Saved entries
*** Begin section ***

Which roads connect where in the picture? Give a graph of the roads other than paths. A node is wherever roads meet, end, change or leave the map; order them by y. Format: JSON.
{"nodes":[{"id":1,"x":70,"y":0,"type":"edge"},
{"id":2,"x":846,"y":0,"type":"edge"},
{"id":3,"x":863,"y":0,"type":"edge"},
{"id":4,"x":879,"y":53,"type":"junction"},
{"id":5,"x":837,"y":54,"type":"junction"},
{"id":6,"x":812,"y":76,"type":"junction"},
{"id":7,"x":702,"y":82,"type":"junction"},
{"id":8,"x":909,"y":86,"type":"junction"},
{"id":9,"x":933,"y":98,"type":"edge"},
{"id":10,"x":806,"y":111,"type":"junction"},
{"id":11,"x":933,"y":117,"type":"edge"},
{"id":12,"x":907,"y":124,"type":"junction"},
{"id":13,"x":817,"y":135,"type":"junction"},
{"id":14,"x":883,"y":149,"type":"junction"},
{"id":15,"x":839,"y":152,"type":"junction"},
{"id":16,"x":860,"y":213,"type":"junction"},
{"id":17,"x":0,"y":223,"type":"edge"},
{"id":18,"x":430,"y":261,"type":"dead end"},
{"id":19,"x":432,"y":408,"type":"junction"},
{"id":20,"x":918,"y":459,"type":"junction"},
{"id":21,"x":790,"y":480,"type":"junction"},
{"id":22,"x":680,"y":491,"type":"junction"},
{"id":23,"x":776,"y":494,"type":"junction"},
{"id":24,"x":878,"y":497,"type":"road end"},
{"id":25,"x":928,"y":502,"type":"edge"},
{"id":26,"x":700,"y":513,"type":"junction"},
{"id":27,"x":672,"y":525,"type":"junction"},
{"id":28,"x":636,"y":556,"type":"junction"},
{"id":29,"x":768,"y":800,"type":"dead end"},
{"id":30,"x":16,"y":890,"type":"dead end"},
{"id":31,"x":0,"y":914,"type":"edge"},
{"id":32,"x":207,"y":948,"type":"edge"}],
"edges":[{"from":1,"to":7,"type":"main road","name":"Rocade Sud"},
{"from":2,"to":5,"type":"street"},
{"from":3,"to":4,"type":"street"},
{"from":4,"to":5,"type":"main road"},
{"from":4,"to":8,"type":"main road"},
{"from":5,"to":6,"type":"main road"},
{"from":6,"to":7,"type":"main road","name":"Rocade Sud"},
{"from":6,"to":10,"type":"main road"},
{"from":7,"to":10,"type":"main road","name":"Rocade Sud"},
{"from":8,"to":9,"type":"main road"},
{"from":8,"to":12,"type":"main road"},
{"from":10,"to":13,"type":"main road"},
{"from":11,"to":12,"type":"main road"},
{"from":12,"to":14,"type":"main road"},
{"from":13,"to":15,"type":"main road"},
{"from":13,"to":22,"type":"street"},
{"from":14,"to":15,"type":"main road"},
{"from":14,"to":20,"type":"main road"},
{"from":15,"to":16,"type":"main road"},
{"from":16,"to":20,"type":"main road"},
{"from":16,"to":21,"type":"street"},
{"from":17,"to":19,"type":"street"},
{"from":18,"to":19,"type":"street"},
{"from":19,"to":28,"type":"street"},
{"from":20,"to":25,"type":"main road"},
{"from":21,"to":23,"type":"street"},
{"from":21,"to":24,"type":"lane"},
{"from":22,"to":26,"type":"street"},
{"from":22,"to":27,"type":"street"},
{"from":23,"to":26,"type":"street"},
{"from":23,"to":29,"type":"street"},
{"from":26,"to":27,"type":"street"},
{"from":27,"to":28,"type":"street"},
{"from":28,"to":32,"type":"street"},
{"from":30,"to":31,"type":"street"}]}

*** End section ***

:: WORK REQUIRED ::
With "dead" as the string to match, show every line of the entries above that has it.

:: ANSWER TO THIS PROBLEM ::
{"id":18,"x":430,"y":261,"type":"dead end"},
{"id":29,"x":768,"y":800,"type":"dead end"},
{"id":30,"x":16,"y":890,"type":"dead end"},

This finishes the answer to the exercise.